John Boland: Campaign fails to inspire, but at least we're not alone in slough of despond
LISTENING to Radio 1's John Bowman yesterday made me nostalgic for the political shenanigans of 1982.
Unlike the current election countdown, which has come up with nothing more exciting than Labour wrangling with Fine Gael, and Gerry Adams being asked to wrangle with his past, back in 1982 it was all happening, as Bowman's splendid archive show reminded listeners.
Fine Gael was dumped from office by Fianna Fail but were back in power within 12 months, Charlie Haughey was swatting off heaves by Des O'Malley and other upstarts, a killer was found lurking in the Attorney General's flat, Tony Gregory was holding the government to ransom, and Joan FitzGerald was pleading with husband Garret, "For God's sake, don't put VAT on clothes," while neglecting to notice that he'd left the house in two odd shoes.
Mind you, over on Newstalk yesterday, presenter Karen Coleman was trying to stir it up with the Irish MEPs, who were gathered around her in a Strasbourg studio.
"Excuse the language," Karen said before asking if their colleagues in Europe felt that the Irish "couldn't run a piss-up in a brewery".
Not a bit of it, apparently. "What I find here is sympathy," Labour's Proinsias De Rossa solemnly said, while Fine Gael's Sean Kelly revealed his intimacy with important EU officials by confiding that Jose Manuel Barroso -- the president of the commission, no less -- had stopped him in a corridor and solicitously enquired, "How are things in Ireland?"

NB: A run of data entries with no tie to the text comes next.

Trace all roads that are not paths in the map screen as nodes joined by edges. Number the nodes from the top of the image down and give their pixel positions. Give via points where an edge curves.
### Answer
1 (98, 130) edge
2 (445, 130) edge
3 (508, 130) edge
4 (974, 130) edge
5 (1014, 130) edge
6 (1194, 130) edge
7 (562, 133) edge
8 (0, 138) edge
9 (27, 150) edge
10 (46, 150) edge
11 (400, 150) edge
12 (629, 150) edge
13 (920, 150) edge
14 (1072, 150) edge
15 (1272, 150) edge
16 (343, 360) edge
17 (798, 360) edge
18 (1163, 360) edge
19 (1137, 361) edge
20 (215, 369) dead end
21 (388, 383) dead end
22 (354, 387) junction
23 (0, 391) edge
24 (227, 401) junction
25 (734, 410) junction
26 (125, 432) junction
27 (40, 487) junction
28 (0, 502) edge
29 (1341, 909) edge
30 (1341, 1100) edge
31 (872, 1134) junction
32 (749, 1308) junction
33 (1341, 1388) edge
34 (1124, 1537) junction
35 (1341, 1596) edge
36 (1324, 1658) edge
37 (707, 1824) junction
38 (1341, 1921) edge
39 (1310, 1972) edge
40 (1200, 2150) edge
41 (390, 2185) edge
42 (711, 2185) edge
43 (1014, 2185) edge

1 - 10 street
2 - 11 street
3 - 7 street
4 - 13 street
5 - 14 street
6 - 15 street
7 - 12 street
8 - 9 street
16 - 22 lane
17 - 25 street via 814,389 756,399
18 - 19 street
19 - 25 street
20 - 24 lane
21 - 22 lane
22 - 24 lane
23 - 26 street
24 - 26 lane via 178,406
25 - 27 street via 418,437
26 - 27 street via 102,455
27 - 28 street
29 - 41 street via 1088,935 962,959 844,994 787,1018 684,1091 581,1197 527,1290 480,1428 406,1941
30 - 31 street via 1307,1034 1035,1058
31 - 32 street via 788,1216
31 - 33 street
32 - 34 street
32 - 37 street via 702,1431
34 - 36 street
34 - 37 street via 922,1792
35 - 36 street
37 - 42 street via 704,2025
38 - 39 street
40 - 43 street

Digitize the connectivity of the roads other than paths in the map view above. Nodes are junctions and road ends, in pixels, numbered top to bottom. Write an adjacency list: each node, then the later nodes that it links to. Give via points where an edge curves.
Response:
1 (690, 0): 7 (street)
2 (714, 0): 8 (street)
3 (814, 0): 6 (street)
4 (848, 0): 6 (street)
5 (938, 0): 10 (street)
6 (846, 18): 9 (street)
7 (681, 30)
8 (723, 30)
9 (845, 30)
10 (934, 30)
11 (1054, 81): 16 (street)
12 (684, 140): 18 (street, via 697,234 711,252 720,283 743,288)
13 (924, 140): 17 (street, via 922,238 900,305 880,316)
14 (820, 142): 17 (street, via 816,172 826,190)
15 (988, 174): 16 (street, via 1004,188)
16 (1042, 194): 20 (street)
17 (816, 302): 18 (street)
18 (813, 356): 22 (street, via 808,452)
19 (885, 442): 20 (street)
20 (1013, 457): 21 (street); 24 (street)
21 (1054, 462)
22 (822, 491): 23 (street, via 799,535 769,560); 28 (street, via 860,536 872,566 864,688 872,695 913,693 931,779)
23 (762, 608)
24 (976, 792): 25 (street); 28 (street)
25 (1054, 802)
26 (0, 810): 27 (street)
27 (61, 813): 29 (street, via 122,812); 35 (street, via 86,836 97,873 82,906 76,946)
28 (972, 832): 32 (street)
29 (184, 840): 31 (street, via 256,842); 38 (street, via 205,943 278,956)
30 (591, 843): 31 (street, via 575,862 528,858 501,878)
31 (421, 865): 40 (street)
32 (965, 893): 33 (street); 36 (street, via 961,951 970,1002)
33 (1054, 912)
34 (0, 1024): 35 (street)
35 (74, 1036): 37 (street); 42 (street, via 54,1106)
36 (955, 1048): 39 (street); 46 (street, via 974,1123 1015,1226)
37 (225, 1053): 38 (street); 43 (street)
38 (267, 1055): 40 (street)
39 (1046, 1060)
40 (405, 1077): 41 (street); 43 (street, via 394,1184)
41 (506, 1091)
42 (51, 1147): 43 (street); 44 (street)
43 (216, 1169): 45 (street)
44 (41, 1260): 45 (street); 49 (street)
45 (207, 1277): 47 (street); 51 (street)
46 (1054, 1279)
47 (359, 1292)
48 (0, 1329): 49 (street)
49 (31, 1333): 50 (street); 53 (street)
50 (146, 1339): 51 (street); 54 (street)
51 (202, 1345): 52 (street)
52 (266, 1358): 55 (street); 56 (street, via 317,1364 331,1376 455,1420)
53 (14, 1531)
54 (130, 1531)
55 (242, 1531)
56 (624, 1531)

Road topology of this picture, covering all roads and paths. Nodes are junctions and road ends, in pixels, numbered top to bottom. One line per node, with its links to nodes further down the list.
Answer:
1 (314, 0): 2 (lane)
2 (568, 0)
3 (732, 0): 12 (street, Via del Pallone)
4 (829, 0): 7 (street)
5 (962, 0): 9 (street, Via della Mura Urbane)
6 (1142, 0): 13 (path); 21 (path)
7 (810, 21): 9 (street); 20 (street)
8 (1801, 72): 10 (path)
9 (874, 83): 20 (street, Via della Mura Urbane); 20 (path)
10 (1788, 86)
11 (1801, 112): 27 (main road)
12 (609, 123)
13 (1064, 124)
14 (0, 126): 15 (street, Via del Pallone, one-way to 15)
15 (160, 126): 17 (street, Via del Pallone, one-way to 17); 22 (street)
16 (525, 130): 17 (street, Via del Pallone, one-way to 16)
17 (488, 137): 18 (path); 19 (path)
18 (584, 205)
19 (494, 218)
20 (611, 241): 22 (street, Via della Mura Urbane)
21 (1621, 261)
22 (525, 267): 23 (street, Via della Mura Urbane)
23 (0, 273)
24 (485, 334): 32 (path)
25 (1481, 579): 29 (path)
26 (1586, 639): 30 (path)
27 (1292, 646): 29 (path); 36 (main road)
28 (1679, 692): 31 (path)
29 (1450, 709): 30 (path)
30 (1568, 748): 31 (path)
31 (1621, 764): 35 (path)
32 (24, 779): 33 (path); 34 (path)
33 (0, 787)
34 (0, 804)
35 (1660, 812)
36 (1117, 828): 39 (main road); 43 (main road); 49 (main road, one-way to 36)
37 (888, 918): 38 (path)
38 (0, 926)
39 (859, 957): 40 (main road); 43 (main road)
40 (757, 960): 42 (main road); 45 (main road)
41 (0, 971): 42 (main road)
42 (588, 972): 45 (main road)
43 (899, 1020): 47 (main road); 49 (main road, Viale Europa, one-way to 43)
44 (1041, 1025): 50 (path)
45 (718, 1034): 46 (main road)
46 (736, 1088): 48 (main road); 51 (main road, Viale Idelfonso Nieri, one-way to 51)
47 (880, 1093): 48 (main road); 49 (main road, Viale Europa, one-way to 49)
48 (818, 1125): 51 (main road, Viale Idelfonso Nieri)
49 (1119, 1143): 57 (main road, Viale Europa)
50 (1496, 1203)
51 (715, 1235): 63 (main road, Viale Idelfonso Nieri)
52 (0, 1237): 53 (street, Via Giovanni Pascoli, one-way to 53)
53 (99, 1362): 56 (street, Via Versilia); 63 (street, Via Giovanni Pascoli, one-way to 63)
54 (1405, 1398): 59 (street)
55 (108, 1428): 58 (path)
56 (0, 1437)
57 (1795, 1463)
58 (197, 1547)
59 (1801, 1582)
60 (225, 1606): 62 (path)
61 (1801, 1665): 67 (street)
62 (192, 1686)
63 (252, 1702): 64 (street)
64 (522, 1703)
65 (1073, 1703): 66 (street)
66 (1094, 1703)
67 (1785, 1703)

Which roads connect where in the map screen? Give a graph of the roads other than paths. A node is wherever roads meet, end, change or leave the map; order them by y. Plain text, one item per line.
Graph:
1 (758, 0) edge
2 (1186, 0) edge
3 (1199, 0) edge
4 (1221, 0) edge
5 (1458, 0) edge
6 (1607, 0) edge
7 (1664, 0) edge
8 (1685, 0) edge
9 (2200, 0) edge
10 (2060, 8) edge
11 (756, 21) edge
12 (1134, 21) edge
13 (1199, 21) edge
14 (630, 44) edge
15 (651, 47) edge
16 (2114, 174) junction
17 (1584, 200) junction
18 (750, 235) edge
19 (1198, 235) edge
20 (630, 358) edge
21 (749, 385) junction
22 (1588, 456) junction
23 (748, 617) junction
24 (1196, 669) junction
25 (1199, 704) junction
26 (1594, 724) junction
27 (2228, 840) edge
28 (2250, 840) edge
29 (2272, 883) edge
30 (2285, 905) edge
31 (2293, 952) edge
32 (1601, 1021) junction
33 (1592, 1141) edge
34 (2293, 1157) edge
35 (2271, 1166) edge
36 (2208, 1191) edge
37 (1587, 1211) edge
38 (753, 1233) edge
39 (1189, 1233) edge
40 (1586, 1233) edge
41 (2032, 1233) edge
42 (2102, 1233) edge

Not too good, as it happens, though Newstalk's Eamon Dunphy was quick to point out that we're not alone in our slough of despond.
"Portugal's in the same hole as us," Eamon declared. "Portugal's gone!"
They were quaking in Lisbon when they heard that, but then Eamon forgot all about the Portuguese in favour of a lively discussion on our own ills involving Dearbhail McDonald, Constantin Gurdgiev, John Waters and ex-IMF man Donal Donovan.
Not a politician among them, thank God. However, over on Sam Smyth's Today FM show, there were two on the panel, including independent Dylan Haskins, who's apparently 23 although he looks about nine-and-a-half on his poster, which declares: "It starts here."
What does? (Still, it's better than fellow independent Carl J Haughton's poster slogan out in Dun Laoghaire, which reads "Nobody's candidate, but yours" -- that fatally delaying comma inviting undue attention to the first two words.)
Sam's panel also included poll analyst Stuart Kenny, who dryly observed of John Gormley's willingness to go into partnership with Fine Gael that "it's very hard to coalesce if you've got no seats". He was no more comforting to Sinn Fein, which had run "quite a good campaign, if they could disappear Gerry Adams".
And when it came to Labour, he proved himself a master of understatement, merely noting that "things haven't worked out as well as they hoped".
Things haven't worked out at all for Fianna Fail, whose leader, Micheal Martin, was quizzed by Gavin Jennings on Radio 1's lunchtime show.
Someone should tell Micheal that becoming increasingly cranky and snippy with interviewers is not the way to go.
"Just hear me out!" he snapped as Gavin tried to cut through the party-political waffle. "Don't try to restrict my right to speak!" Oh dear, Micheal.